_What to do_:
Show each line of the entries below in which the word "Quadra" appears.
****
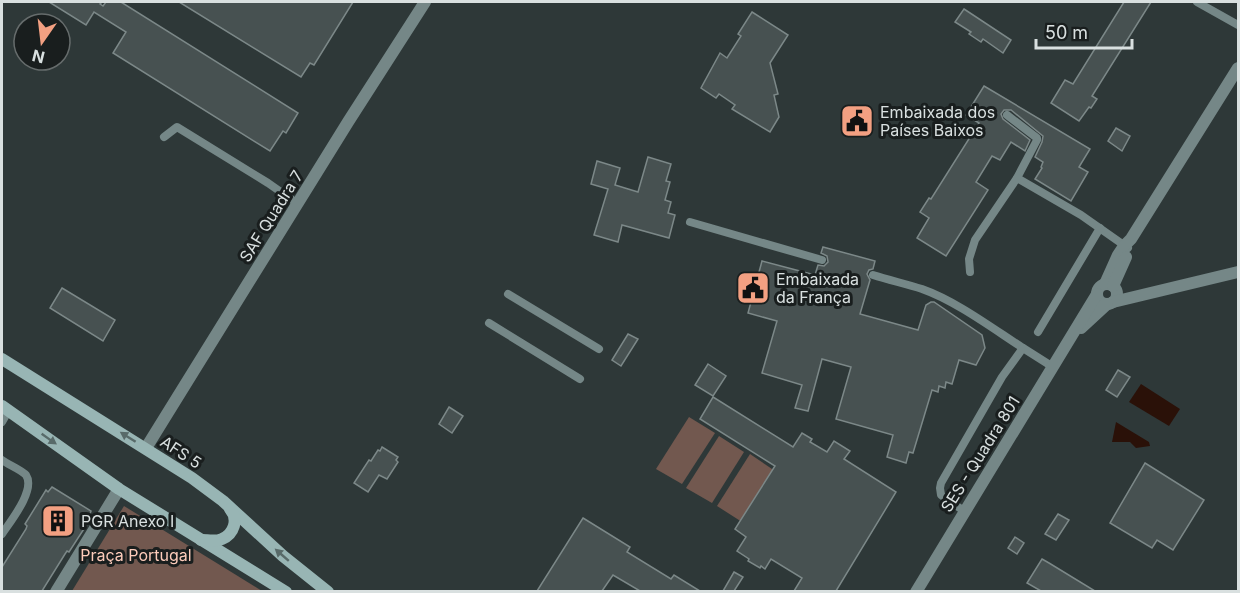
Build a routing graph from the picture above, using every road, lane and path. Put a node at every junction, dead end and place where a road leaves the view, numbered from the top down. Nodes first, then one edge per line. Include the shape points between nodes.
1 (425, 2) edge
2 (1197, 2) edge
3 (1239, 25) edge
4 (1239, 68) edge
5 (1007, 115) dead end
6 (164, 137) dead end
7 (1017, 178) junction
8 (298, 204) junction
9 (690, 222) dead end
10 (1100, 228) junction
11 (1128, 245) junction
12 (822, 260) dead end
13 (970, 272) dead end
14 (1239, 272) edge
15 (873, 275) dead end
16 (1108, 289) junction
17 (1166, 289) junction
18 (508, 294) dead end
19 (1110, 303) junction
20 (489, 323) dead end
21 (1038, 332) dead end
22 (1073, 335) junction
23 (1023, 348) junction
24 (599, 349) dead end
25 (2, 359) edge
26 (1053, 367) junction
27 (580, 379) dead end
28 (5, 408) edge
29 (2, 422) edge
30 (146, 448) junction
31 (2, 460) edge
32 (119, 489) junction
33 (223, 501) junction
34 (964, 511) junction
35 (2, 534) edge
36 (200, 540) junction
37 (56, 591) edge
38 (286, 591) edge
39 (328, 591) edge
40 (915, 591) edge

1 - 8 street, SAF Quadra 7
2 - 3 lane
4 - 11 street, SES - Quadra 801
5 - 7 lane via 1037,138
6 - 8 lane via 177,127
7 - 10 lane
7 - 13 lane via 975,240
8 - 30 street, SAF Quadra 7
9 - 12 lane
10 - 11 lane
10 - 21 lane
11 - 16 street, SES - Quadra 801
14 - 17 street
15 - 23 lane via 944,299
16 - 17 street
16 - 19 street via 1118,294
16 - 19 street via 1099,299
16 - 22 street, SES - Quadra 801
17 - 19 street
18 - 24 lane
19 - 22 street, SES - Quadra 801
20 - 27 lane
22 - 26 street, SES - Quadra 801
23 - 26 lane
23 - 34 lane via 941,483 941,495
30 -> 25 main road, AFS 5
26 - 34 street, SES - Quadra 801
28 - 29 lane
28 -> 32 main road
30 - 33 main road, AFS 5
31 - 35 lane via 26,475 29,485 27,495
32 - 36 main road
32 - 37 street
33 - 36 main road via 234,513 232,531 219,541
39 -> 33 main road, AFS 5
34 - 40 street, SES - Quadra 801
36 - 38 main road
****
_Solution_:
1 - 8 street, SAF Quadra 7
4 - 11 street, SES - Quadra 801
8 - 30 street, SAF Quadra 7
11 - 16 street, SES - Quadra 801
16 - 22 street, SES - Quadra 801
19 - 22 street, SES - Quadra 801
22 - 26 street, SES - Quadra 801
26 - 34 street, SES - Quadra 801
34 - 40 street, SES - Quadra 801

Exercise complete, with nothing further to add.